Thursday, August 8, 2019
RPGaDay Challenge 2019 - OBSCURE
Oh how I love the Obscure.
That which is Obscure is defined as relatively unknown and there are few things I like better than the relatively unknown.
I am not sure what draws me to the rarely seen, the oft forgotten, and the tragically overlooked, but there is definitely a warm place in my heart for the Obscure.
Whether it's little known Superheroes of the Golden Age of Comics or Japanese Role-Playing Games that never made it to the States, I absolutely revel in those bits of creative splendor the rest of the world seems to have tossed aside or simply failed to pay attention to the first time around.

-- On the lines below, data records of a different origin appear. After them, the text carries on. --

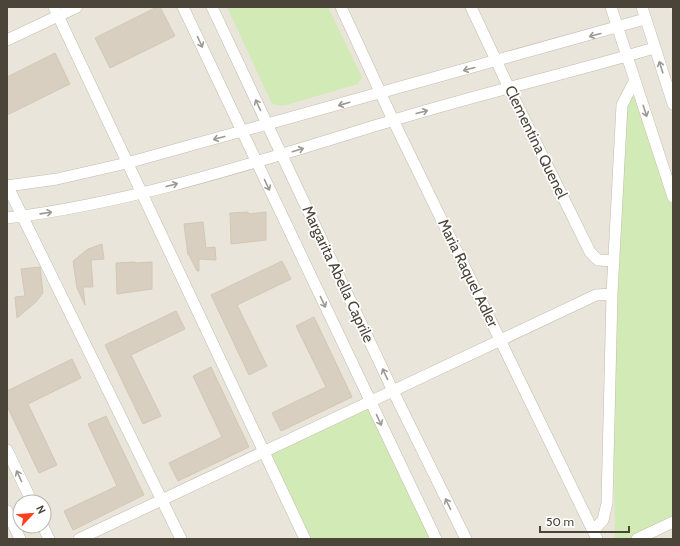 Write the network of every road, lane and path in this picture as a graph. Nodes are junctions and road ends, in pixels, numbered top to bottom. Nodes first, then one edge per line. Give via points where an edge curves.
1 (77, 7) edge
2 (183, 7) edge
3 (212, 7) edge
4 (341, 7) edge
5 (471, 7) edge
6 (611, 7) edge
7 (642, 7) edge
8 (56, 11) edge
9 (645, 19) junction
10 (618, 28) junction
11 (7, 40) edge
12 (654, 48) junction
13 (627, 56) junction
14 (498, 61) junction
15 (635, 80) junction
16 (509, 88) junction
17 (381, 94) junction
18 (673, 104) edge
19 (393, 120) junction
20 (268, 125) junction
21 (242, 132) junction
22 (282, 155) junction
23 (256, 162) junction
24 (127, 163) junction
25 (7, 186) edge
26 (142, 193) junction
27 (673, 197) edge
28 (22, 216) junction
29 (7, 218) edge
30 (614, 261) junction
31 (612, 294) junction
32 (500, 340) junction
33 (393, 391) junction
34 (370, 402) junction
35 (7, 450) edge
36 (264, 452) junction
37 (28, 494) edge
38 (162, 500) junction
39 (7, 511) edge
40 (673, 522) edge
41 (595, 535) edge
42 (20, 539) edge
43 (79, 539) edge
44 (181, 539) edge
45 (305, 539) edge
46 (436, 539) edge
47 (466, 539) edge
48 (638, 539) edge

1 - 8 street
2 -> 21 street, Margarita Abella Caprile
20 -> 3 street, Margarita Abella Caprile
4 - 17 street, Maria Raquel Adler
5 - 14 street, Clementina Quenel
6 - 10 street
7 - 9 street
8 - 11 street
8 - 24 street
9 - 10 street
9 - 12 street
10 - 13 street
10 -> 14 street
12 - 13 street
18 -> 12 street
13 - 15 street
13 - 16 street
14 - 16 street, Clementina Quenel
14 -> 17 street
15 -> 27 street
15 - 30 street via 622,105
19 -> 16 street
16 - 30 street, Clementina Quenel via 590,252 598,260
17 - 19 street, Maria Raquel Adler
17 -> 20 street
22 -> 19 street
19 - 32 street, Maria Raquel Adler
20 - 21 street
20 - 22 street, Margarita Abella Caprile
21 - 23 street, Margarita Abella Caprile
21 -> 24 street
22 - 23 street
33 -> 22 street, Margarita Abella Caprile
26 -> 23 street
23 -> 34 street, Margarita Abella Caprile
24 - 25 street via 57,179
24 - 26 street
25 - 28 street
28 -> 26 street via 60,211
26 - 36 street
28 - 29 street
28 - 38 street
30 - 31 street
31 - 32 street via 596,295
31 - 41 street via 607,503 603,520
32 - 33 street
32 - 41 street, Maria Raquel Adler
33 - 34 street
47 -> 33 street, Margarita Abella Caprile
34 - 36 street
34 -> 46 street, Margarita Abella Caprile
37 -> 35 street
36 - 38 street
36 - 45 street
38 - 43 street
38 - 44 street
39 - 42 street
40 - 48 street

I like to think of myself as a fairly smart and knowledge fellow within the circles that interest me. I am well aware I am not the smartest or most knowledge but I do try to do my research, ask questions, and stay informed. To this end I have dived down many a rabbit hole while looking for information on a particular folk tale, place in the world, or moment in history that has led me to some very strange and fascinating morsels of trivia.
I am not the prideful sort but do find some personal satisfaction in knowing the history of how National Comics and All-American Comic became DC Comics in 1977. I like Osamu Tezuka's famed character 'The Mighty Atom', known in the United States as 'Astro Boy', but not nearly as much as his other creation, 'Jetter Mars'. If you've never heard of Jetter Mars, that's OK by me. I have and I enjoyed this fill-in for Mighty Atom who developed a personality and identity all his own.
One benefit of collecting and consuming the Obscure is that when I borrow from it, my games appear more original.
If I do a riff on a famous and well-received movie in one of my games, it will be obvious where I got my idea from. Copy the concepts of a Star Trek episode, a film like The Godfather or The Predator, and a table of players will be saying, 'Hey, you stole that from...'. Guaranteed.
On the other hand, I recently took an idea from the Stanislaw Lem SF novel Solaris and combined it with one element of Wayne Douglas Barlowe's book Expedition to create a gelatinous life form for a session of my ongoing Star Trek campaign. The encounter went over extremely well and I was applauded for the strange and unusual colony creature I'd developed. Afterwards I remarked that part of the idea was indeed from Expedition, as seen in the Discovery Channel adaption, Alien Planet. People had seen that, though quite a while ago. I gambled that the players probably hadn't seen it recently, hadn't read the book, and weren't immediately familiar with Lem's novel.
Like I am.
For you see, I just have this itch to look left when everyone is looking right, to ask who that character in the background of that one scene is, to rifle through the out-of-print paperbacks of old bookstores, and wonder why this particular flotsam of creativity was cast adrift, floating aimlessly to be discovered by me, treasurer of the Obscure.